Liveblogging the 'Oh Let's Pretend We Like Herman Cain' GOP Debate PART II

Liveblogging the 'Oh Let's Pretend We Like Herman Cain' GOP Debate PART II

ARE WE ARE AT WAR, ALREADY?  Here is the JESUS WEEN, watching Herman Cain and Rick Perry preside over the flogging of Jesus-hater Nazi Pope common-sense rapist Mitt Romney while he sobs over the corpse of a spider, who is Michele Bachmann. It is a metaphor for all of American Capitalism. LET US CONTINUE watching these clueless fops debate one another about who is most qualified to return the United States to the glorious eternal night of the Middle Ages and plagues, to complete the cycle of history. PART TWO, HERE WE GO:

9:05 - OH GOOD, Charlie Rose is holding some kind of lightning round of doom. Who will die first?

9:07 - Herman Cain will murder Mitt Romney's 59-point plan with his nine-point plan of nine, because nine is greater than 59, if you are good at math.

9:09 - Mitt Romney to Herman Cain: "I am sorry you are still stuck in the third-grade math section. You must at least be able to do basic algebra if you want to be president."

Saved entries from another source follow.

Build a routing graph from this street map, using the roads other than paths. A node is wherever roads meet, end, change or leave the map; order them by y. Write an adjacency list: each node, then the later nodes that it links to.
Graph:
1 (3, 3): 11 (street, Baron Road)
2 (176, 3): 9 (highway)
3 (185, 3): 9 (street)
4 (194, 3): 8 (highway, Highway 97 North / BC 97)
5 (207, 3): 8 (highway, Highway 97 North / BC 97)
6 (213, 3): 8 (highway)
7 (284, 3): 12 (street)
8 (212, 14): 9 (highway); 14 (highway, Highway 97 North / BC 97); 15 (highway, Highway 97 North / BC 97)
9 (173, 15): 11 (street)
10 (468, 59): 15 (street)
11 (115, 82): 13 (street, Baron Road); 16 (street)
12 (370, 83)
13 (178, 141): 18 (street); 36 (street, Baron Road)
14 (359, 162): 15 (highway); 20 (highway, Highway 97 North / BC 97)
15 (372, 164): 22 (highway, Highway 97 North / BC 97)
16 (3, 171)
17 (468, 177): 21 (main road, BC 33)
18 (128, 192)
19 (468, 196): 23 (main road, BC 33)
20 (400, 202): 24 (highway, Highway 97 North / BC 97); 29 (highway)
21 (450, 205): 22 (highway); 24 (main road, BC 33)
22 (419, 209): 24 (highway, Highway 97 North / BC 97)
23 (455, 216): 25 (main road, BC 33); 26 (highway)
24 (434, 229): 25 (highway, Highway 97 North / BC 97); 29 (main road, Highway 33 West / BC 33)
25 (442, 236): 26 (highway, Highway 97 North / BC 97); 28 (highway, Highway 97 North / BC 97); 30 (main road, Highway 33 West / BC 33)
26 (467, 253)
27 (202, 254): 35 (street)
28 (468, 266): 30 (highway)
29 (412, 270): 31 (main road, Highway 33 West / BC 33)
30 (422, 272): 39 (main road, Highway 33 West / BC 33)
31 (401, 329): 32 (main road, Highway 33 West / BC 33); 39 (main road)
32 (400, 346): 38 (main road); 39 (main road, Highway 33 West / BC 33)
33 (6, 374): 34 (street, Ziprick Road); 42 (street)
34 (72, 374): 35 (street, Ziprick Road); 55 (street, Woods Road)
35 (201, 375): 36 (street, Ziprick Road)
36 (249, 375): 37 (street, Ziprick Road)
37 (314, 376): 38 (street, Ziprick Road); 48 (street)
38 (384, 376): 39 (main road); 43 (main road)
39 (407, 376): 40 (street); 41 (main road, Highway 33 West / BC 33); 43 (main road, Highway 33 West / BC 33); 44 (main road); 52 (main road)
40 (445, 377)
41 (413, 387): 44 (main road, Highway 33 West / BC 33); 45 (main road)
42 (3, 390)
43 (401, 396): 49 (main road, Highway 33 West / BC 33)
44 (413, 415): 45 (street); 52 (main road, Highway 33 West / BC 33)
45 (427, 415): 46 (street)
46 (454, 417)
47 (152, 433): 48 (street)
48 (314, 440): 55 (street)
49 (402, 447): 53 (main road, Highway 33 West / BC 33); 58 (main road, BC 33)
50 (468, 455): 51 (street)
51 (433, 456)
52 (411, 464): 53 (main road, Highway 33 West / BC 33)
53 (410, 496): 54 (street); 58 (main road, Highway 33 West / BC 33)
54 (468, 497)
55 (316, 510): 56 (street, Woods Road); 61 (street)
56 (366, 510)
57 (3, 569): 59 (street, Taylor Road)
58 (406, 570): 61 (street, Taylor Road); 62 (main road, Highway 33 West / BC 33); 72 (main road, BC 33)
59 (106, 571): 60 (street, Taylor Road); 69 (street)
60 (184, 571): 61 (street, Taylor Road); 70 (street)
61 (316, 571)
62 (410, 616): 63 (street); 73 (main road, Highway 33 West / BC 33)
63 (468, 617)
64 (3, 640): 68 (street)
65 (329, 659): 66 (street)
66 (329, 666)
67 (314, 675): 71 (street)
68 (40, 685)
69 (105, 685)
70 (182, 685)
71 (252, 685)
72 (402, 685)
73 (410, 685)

9:10 - GAH OUR LIVE FEED DROPPED OUT. The CIA is finally onto us.

9:12 - Oh now it is back. The CIA is very bad at their evil jobs. The Bloomberg cameras have wandered off their tripods, and we are getting seasick watching these shaky handheld shots of Mitt Romney vomiting nonsense.

9:15 - Ron Paul: "64% of the people want a regular audit of the Fed." We dispute this claim, because we disbelieve the idea that 64% of people have even HEARD of the Fed.

9:16 - Rick Perry to Mitt Romney: "How do you feel about the fact that Massachusetts is way behind Texas in letting its uninsured citizens die terrible deaths, alone?" Mitt Romney: "Chris Christie endorsed me for president, I'll tell you that."

9:19 - Michele Bachmann is a mother to 284 children, so please visit her website so that she can repeal Obamacare, to kill jobs, for Jesus.

9:23 - Herman Cain: NUMBER NINE, TURN ME ON DEAD MAN. NUMBER NINE, TURN ME ON DEAD MAN. Jobs. Herman Cain is Satan, played backwards.

9:27 - Rick Perry knows the people watching this debate on teevee are worried about health care! That is a brave assumption, that people are watching, Rick Perry!

9:30 - Herman Cain would choose terrible old pimp Alan Greenspan to run the Fed. Camera CUTS AWAY to Ron Paul, to catch a shot of him puking a little in his mouth.

9:32 - The weird black Satan semen-spew spots on the back wall behind Mitt Romney's close-up shot are starting to make us hallucinate.

9:35 - Michele Bachmann would repeal Dodd-Frank so that everyone can stop paying those $5 monthly checking fees to Bank of America and instead pay $5 trillion to Bank of America next time they fuck up.

9:37 - Journalist moderator lady: "Rick Perry, how do you respond to accusations that you are a corrupt asshole who farms out millions of dollars in state contracts to your donors?" Rick Perry: "We're proud of them. We feel like those are part of the reason that Texas has led the nation in the creation of jobs. That's the kind of leadership America is longing for."

9:40 - Nobel Prize-winning economist Newt Gingrich: "You've got to be able to afford a house in order to be able to buy one. That's where we've gone wrong in the last decade."

9:43 - Rick Perry says Barack Obama is killing jobs with the lowest-ever tax rates on corporations and millionaires in the history of the United States. So... raise taxes?

9:45 - Rick Santorum interrupts from the void of perpetual irrelevance to yell at America to get itself a job, by getting straight-married. That will solve everything!

9:49 - Now every candidate will tell their "99 percent" sob story to prove they understand Poverty, before advocating to kill the poor. Except Mitt Romney, who has eaten salads made from hundred-dollar bills since he was five.

9:51 - Rick Perry will eat thirty buckets of oil if Jesus will let him be president.

9:53 - GOD THESE SHAKY CAMERAS. Bloomberg, we know you have money, it is not that hard to buy a couple of tripods. We will mail them to you, because it is incredibly difficult to watch these debates MAKE YOU BARF even more than usual, from motion sickness.

9:54- THAT IS IT. This was the most boring debate ever, in the history of democracy since the Greeks or whoever invented public debate, probably it was the Druids, first. Good night, we need to go clean up the vomit!